Your objective: In the material below, find each line with the word "meet" and copy it.

Exercise data:
*** Begin section ***
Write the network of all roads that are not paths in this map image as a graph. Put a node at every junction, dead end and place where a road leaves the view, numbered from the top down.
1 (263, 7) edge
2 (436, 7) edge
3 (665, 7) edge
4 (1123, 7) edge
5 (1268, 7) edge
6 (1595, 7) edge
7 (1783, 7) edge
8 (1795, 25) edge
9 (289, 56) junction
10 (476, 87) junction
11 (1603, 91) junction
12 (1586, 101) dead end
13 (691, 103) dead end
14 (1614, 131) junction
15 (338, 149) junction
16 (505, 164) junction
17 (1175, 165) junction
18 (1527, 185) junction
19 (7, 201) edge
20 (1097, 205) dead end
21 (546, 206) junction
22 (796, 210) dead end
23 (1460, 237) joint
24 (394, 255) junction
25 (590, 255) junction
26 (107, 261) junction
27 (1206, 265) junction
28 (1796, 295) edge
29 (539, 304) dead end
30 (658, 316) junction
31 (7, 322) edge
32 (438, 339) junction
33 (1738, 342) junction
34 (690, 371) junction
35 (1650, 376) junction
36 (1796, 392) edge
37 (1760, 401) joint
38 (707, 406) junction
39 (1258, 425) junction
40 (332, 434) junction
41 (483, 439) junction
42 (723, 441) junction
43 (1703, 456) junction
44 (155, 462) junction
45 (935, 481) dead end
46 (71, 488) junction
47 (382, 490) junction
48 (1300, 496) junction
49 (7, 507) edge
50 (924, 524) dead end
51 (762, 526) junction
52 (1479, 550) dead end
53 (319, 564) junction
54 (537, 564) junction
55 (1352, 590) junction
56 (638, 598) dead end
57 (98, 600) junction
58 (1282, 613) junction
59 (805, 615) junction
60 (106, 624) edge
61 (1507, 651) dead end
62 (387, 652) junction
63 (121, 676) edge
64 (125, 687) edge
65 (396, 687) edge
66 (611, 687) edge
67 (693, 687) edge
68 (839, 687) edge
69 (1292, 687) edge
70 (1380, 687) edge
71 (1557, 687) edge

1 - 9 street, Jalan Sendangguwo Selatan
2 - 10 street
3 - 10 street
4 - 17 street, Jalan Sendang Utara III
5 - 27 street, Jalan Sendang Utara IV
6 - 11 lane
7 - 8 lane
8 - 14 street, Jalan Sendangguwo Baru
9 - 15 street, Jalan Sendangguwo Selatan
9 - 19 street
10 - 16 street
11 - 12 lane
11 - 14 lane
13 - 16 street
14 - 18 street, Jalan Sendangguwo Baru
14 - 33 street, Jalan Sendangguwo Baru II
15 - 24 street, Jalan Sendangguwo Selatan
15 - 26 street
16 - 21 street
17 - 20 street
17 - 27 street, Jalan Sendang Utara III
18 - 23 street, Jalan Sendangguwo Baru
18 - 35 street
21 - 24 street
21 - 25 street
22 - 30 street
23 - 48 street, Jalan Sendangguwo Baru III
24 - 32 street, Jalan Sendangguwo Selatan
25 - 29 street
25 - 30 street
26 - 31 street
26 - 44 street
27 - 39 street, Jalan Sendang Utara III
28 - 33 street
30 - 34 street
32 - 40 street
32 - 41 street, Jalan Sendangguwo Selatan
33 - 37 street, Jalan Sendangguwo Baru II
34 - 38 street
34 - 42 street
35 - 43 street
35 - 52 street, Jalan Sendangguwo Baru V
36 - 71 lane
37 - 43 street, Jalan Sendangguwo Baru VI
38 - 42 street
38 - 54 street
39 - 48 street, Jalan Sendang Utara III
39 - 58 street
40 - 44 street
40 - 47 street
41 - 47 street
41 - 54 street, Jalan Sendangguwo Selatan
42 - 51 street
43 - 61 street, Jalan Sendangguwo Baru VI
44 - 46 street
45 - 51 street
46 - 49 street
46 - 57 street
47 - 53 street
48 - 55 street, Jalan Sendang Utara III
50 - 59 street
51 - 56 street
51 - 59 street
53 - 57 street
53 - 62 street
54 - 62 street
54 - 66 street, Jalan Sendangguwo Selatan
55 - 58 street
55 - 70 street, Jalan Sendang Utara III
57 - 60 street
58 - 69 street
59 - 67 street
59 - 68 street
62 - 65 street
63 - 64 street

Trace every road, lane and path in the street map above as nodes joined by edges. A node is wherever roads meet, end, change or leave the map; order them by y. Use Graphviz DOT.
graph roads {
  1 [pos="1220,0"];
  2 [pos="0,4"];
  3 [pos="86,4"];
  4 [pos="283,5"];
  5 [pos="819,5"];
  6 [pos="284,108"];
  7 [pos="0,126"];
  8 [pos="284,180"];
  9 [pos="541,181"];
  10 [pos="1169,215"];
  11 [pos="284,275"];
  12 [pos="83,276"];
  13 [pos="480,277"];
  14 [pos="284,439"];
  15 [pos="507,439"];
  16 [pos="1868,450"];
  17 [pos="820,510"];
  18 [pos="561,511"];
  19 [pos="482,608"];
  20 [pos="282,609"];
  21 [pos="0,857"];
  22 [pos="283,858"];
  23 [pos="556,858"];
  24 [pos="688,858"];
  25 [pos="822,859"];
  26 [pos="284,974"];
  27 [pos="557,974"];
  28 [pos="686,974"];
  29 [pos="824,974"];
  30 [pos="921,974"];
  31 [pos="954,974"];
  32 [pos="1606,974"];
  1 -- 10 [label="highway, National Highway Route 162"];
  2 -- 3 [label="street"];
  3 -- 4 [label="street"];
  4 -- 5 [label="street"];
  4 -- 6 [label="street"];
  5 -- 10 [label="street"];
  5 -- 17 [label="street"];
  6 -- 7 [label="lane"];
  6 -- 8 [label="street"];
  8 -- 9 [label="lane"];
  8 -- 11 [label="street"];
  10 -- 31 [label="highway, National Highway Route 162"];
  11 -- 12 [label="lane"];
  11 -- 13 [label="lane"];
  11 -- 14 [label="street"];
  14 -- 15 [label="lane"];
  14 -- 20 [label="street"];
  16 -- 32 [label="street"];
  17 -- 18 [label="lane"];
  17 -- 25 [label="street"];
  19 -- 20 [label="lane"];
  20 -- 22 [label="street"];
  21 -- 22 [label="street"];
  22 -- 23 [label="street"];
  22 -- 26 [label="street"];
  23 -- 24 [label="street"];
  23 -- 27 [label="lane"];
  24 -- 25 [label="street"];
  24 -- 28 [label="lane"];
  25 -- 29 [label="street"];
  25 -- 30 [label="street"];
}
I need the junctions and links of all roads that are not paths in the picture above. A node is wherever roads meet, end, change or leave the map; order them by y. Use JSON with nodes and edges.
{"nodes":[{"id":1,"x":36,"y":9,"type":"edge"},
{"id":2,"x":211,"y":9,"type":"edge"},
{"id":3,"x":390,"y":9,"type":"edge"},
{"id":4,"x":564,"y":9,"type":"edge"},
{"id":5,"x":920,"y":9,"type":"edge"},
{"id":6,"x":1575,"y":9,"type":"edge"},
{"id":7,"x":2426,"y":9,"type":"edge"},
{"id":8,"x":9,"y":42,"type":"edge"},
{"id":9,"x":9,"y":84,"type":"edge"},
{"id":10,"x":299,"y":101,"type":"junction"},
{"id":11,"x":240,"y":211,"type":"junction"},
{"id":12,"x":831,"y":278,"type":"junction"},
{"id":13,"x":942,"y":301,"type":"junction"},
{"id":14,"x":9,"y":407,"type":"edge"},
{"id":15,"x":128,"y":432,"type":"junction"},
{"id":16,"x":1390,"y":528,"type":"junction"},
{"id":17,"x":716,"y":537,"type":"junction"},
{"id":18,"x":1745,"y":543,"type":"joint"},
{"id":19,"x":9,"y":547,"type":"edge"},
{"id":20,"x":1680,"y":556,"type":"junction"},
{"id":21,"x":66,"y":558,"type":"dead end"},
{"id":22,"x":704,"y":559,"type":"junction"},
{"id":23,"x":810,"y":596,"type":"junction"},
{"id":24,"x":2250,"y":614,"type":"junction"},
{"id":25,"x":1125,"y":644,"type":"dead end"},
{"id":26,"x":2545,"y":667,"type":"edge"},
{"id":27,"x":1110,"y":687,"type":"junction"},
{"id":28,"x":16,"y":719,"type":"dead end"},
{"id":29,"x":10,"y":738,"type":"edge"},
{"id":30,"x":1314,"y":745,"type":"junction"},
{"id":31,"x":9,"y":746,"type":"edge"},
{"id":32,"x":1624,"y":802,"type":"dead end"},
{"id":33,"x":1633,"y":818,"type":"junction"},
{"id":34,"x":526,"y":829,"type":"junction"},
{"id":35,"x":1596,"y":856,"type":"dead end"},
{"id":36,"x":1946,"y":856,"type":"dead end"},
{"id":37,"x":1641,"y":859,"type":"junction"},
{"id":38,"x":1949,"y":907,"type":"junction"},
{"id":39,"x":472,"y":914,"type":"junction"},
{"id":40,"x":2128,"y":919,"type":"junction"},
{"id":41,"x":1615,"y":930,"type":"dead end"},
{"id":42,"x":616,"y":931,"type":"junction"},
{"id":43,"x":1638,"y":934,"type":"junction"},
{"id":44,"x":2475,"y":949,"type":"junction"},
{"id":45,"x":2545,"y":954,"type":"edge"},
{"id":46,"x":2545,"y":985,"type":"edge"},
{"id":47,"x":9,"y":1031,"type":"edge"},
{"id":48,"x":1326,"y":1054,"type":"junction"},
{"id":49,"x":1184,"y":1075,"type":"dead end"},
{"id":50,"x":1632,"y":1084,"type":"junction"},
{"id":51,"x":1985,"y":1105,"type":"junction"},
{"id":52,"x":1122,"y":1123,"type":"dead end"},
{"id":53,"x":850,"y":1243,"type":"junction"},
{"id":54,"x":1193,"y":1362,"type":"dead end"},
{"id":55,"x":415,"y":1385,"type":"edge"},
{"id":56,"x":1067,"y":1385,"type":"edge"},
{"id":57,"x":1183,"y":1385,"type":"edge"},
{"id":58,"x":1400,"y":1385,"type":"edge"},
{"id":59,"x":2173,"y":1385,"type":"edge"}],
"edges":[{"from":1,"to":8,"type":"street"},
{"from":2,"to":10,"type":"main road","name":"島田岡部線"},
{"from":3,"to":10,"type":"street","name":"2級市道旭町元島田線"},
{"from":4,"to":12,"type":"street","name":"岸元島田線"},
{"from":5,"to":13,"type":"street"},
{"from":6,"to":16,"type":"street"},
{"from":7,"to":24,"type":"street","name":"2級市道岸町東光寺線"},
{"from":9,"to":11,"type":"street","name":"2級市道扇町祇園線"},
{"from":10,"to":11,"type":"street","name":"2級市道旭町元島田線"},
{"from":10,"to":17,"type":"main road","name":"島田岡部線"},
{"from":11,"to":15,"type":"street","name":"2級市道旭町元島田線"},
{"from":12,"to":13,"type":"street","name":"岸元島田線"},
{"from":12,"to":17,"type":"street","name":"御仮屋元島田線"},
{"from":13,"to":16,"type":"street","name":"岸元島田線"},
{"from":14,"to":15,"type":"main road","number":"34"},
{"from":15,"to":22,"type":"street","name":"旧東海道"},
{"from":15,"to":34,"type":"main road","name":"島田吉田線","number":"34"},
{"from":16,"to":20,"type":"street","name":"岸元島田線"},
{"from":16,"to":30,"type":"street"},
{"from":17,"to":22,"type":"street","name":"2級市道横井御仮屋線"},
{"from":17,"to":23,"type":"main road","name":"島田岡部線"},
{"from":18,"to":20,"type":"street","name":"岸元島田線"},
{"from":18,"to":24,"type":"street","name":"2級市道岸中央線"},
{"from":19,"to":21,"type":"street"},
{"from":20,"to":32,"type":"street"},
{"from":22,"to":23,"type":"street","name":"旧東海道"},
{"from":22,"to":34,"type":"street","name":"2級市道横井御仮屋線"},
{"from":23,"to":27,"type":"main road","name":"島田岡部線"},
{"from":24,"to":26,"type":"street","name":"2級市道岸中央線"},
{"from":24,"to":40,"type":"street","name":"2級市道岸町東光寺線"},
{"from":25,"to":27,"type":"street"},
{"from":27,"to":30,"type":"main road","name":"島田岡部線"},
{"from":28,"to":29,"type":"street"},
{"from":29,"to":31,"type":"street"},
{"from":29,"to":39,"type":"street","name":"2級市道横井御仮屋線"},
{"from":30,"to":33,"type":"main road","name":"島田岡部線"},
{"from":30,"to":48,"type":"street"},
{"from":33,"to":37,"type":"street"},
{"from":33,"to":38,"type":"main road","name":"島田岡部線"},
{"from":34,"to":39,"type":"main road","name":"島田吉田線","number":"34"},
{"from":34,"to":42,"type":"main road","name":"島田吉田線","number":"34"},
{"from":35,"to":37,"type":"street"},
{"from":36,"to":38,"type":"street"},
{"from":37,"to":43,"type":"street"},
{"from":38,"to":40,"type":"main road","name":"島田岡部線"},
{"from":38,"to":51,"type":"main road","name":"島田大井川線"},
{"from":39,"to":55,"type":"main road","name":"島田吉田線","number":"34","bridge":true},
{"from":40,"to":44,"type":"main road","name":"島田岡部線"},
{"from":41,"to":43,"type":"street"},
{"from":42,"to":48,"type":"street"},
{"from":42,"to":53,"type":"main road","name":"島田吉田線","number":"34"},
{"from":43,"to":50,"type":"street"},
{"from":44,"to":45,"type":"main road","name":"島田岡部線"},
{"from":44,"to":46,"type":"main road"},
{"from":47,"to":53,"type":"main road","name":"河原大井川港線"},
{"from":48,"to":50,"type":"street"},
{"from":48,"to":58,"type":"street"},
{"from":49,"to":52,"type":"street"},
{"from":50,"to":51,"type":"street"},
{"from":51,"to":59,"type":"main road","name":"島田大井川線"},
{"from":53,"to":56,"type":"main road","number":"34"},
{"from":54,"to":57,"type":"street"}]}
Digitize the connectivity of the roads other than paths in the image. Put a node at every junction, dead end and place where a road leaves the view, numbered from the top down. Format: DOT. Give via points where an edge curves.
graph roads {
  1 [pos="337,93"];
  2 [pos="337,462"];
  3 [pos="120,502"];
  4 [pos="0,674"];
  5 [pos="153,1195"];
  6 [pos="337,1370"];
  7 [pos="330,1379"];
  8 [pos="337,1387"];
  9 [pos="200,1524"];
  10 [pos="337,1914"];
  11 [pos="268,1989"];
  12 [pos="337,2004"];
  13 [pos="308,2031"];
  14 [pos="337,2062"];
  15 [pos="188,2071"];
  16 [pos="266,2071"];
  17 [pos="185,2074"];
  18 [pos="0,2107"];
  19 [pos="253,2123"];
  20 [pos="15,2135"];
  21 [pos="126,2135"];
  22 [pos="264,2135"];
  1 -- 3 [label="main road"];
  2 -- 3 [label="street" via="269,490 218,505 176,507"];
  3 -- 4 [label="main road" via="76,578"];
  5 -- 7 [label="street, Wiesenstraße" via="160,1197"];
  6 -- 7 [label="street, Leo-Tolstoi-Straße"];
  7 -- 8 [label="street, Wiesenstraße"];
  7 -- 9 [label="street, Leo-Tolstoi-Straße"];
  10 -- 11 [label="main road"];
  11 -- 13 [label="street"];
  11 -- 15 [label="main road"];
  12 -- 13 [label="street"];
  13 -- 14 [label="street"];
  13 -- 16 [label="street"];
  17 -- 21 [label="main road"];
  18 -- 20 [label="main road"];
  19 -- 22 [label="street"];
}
*** End section ***
Answer space:
Trace every road, lane and path in the street map above as nodes joined by edges. A node is wherever roads meet, end, change or leave the map; order them by y. Use Graphviz DOT.
I need the junctions and links of all roads that are not paths in the picture above. A node is wherever roads meet, end, change or leave the map; order them by y. Use JSON with nodes and edges.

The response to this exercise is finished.